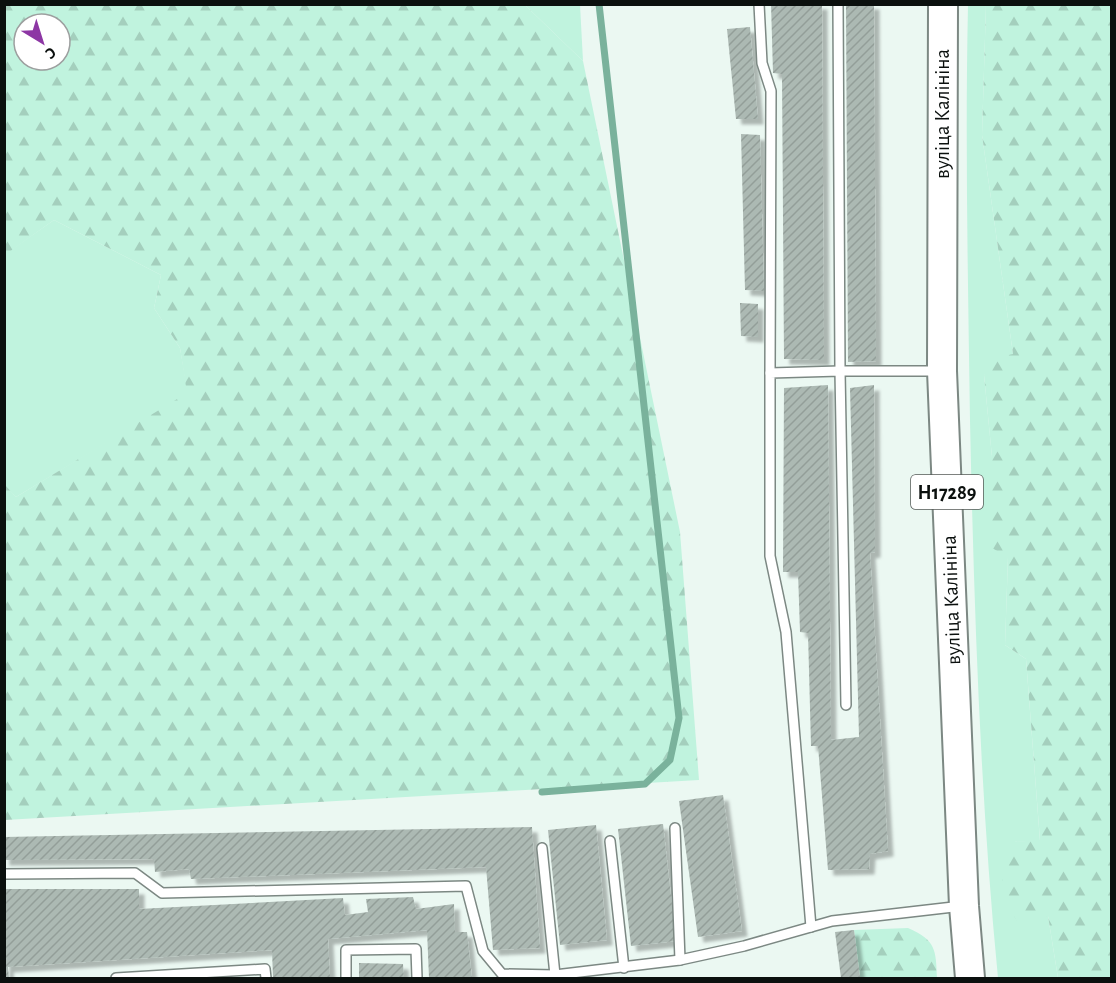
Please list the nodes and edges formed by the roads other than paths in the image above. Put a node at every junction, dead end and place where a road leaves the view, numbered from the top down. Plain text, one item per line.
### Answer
1 (759, 4) edge
2 (838, 4) edge
3 (943, 4) edge
4 (840, 371) junction
5 (942, 371) junction
6 (770, 373) junction
7 (846, 705) dead end
8 (675, 828) dead end
9 (610, 841) dead end
10 (542, 848) dead end
11 (4, 874) edge
12 (964, 906) junction
13 (811, 927) junction
14 (680, 960) junction
15 (624, 968) junction
16 (555, 975) junction
17 (116, 978) edge
18 (266, 978) edge
19 (346, 978) edge
20 (417, 978) edge
21 (970, 978) edge

1 - 6 lane
2 - 4 lane
3 - 5 main road, вуліца Калініна / Н17289
4 - 5 lane
4 - 6 lane
4 - 7 lane
5 - 12 main road, вуліца Калініна / Н17289
6 - 13 lane
8 - 14 lane
9 - 15 lane
10 - 16 lane
11 - 16 lane
12 - 13 lane
12 - 21 main road, вуліца Калініна / Н17289
13 - 14 lane
14 - 15 lane
15 - 16 lane
17 - 18 lane
19 - 20 lane

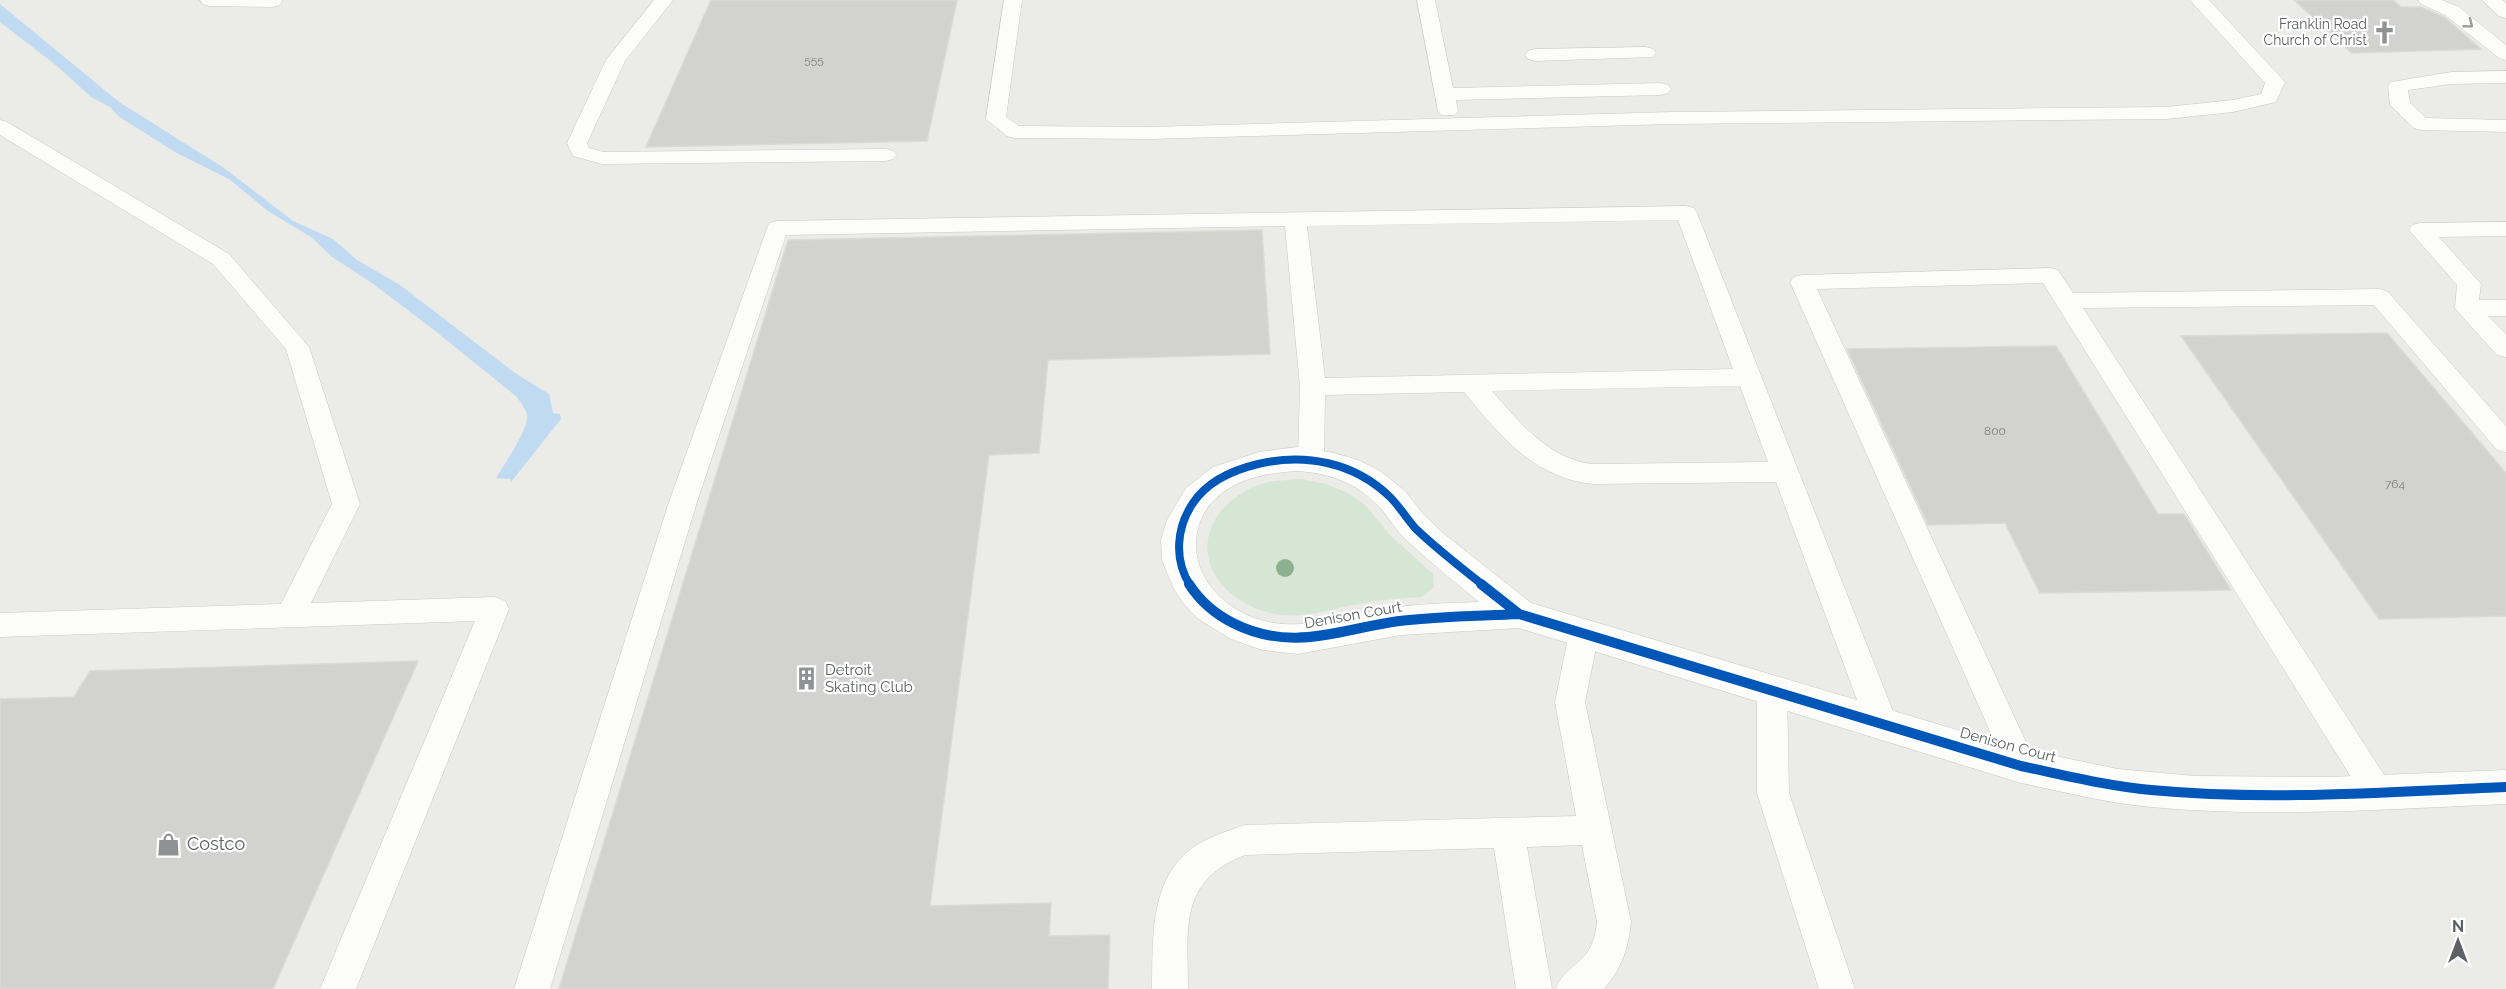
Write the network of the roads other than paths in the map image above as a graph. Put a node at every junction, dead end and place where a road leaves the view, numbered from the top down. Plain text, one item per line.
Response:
1 (209, 0) edge
2 (664, 0) edge
3 (1013, 0) edge
4 (1425, 0) edge
5 (2199, 0) edge
6 (2427, 0) edge
7 (2491, 0) edge
8 (273, 1) edge
9 (2506, 12) edge
10 (1646, 53) dead end
11 (2506, 54) edge
12 (1535, 55) dead end
13 (2506, 77) edge
14 (1661, 89) dead end
15 (1445, 94) junction
16 (1451, 124) junction
17 (0, 126) edge
18 (2506, 126) edge
19 (886, 155) dead end
20 (1295, 218) junction
21 (2506, 229) edge
22 (2067, 301) junction
23 (2506, 308) edge
24 (2467, 309) junction
25 (2506, 349) edge
26 (1750, 377) junction
27 (1471, 383) junction
28 (1313, 387) junction
29 (2506, 443) edge
30 (1311, 459) junction
31 (1787, 472) junction
32 (1519, 614) junction
33 (290, 616) junction
34 (0, 625) edge
35 (1584, 633) junction
36 (1772, 690) junction
37 (1882, 724) junction
38 (2021, 766) junction
39 (2506, 788) edge
40 (2377, 791) junction
41 (1595, 830) junction
42 (1508, 833) junction
43 (338, 989) edge
44 (532, 989) edge
45 (1170, 989) edge
46 (1534, 989) edge
47 (1574, 989) edge
48 (1837, 989) edge

1 - 8 lane
2 - 19 lane
3 - 16 lane
4 - 15 lane
5 - 16 lane
6 -> 11 lane
7 - 9 lane
10 - 12 lane
13 - 18 lane
14 - 15 lane
15 - 16 lane
17 - 33 lane
20 - 26 lane
20 - 28 lane
20 - 44 lane
21 - 24 lane
22 - 29 lane
22 - 38 lane
22 - 40 lane
23 - 24 lane
24 - 25 lane
26 - 27 lane
26 - 31 lane
27 - 28 lane
27 - 31 lane
28 - 30 lane
30 - 32 street, Denison Court
30 - 32 street, Denison Court
31 - 37 lane
32 - 35 street, Denison Court
33 - 34 lane
33 - 43 lane
35 - 36 street, Denison Court
35 - 41 lane
36 - 37 street, Denison Court
36 - 48 lane
37 - 38 street, Denison Court
38 - 40 street, Denison Court
39 - 40 street, Denison Court
41 - 42 lane
41 - 47 lane
42 - 45 lane
42 - 46 lane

========================================================================

■ Work order: Among the lines of the entries, count those containing the string "above" and give only the number.

■ Task answer: 2